WHAT THIS TASK INVOLVES:
Every line in the entries that holds "Đặng" should be identified and copied.

[[ RECORDS FOR THE TASK, beginning ]]

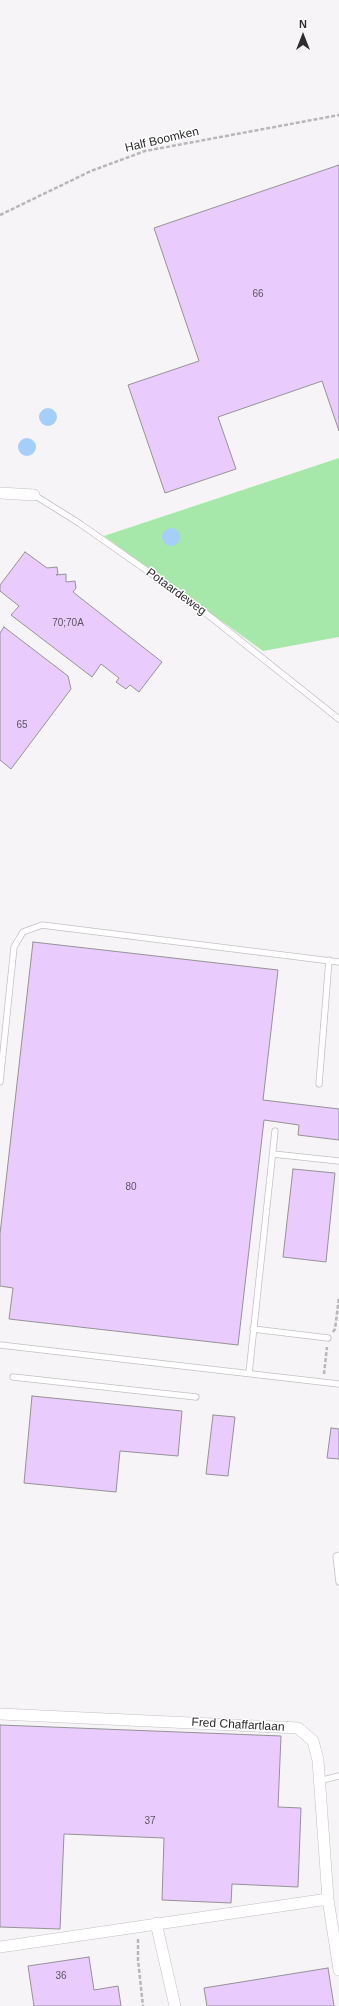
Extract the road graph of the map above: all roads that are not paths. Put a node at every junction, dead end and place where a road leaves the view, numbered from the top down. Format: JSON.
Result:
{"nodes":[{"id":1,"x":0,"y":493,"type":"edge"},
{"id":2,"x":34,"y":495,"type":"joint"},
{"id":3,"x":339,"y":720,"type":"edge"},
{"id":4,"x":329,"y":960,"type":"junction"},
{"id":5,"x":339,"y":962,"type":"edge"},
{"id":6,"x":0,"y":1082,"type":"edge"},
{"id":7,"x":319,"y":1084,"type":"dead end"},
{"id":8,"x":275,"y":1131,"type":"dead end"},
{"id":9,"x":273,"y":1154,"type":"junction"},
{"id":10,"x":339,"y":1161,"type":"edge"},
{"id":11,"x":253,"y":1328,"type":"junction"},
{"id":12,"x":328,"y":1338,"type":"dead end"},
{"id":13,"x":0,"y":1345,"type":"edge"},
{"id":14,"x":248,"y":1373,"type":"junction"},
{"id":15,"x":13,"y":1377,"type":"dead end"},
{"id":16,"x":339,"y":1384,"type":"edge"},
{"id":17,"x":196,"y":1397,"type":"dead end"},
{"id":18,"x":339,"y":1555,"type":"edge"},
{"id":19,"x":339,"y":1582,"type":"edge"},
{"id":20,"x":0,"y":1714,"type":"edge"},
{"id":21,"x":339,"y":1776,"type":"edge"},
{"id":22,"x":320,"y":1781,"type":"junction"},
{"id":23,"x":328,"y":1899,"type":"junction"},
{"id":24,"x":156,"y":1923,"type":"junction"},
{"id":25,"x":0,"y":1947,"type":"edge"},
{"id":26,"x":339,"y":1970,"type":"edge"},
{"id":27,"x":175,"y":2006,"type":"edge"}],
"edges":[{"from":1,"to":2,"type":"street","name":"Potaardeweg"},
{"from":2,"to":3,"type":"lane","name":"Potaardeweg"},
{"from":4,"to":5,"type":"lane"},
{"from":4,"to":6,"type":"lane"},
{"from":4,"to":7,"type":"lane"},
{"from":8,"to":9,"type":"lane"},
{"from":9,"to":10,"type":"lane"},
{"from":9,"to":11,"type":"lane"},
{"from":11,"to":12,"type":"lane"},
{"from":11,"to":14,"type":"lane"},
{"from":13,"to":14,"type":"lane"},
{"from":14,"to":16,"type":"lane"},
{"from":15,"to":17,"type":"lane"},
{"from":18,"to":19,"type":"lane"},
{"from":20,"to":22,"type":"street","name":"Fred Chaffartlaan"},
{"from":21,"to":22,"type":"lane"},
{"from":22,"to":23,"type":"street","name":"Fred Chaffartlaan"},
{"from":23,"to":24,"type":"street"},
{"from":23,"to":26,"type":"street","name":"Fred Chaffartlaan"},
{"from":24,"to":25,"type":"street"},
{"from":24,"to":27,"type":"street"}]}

[[ RECORDS FOR THE TASK, end ]]
[[ RECORDS FOR THE TASK, beginning ]]

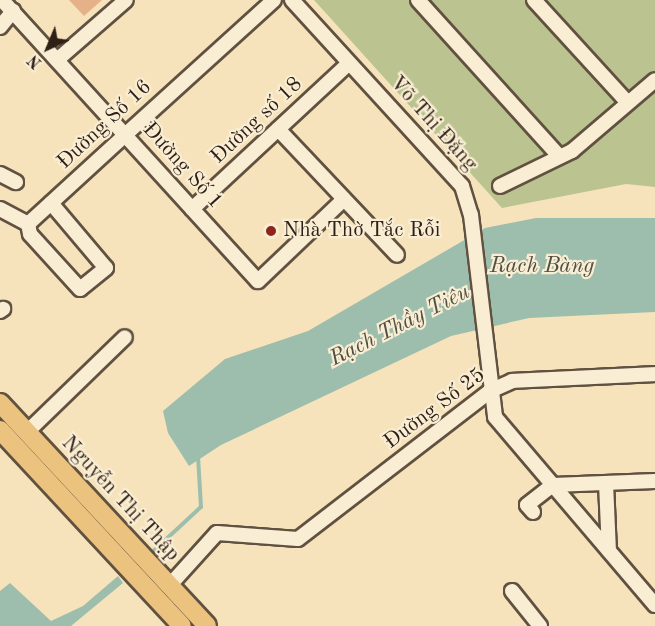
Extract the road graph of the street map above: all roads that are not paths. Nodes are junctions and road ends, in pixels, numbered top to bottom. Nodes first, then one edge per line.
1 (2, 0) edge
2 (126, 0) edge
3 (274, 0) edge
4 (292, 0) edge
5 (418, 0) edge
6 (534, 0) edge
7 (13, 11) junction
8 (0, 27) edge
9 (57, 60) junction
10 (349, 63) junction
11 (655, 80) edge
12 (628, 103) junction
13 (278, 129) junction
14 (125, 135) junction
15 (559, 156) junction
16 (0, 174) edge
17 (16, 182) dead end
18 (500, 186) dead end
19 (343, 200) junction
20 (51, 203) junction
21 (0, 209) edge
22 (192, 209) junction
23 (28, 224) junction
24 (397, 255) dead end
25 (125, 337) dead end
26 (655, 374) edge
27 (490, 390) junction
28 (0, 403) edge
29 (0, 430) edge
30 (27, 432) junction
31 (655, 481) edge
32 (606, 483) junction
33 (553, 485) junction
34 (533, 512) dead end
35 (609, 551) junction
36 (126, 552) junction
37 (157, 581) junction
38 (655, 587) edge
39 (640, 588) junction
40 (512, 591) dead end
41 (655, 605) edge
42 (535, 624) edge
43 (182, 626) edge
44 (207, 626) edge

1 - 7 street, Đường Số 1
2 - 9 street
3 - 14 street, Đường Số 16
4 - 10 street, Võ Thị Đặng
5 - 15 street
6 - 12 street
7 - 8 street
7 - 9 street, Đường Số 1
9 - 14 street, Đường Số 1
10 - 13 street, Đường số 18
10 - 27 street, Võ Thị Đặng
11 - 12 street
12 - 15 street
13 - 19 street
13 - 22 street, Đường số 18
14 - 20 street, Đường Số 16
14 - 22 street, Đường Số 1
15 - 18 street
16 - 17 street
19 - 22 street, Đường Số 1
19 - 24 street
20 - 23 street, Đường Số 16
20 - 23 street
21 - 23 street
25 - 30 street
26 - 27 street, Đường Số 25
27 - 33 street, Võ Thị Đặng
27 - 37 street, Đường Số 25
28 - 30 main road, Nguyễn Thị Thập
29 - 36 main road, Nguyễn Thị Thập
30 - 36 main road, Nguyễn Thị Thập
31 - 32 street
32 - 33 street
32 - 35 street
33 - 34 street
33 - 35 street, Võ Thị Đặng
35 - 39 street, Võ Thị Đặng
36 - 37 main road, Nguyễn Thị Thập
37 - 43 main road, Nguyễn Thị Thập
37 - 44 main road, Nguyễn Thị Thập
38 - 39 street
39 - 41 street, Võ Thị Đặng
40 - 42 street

[[ RECORDS FOR THE TASK, end ]]

RESPONSE FOR THIS EXERCISE:
4 - 10 street, Võ Thị Đặng
10 - 27 street, Võ Thị Đặng
27 - 33 street, Võ Thị Đặng
33 - 35 street, Võ Thị Đặng
35 - 39 street, Võ Thị Đặng
39 - 41 street, Võ Thị Đặng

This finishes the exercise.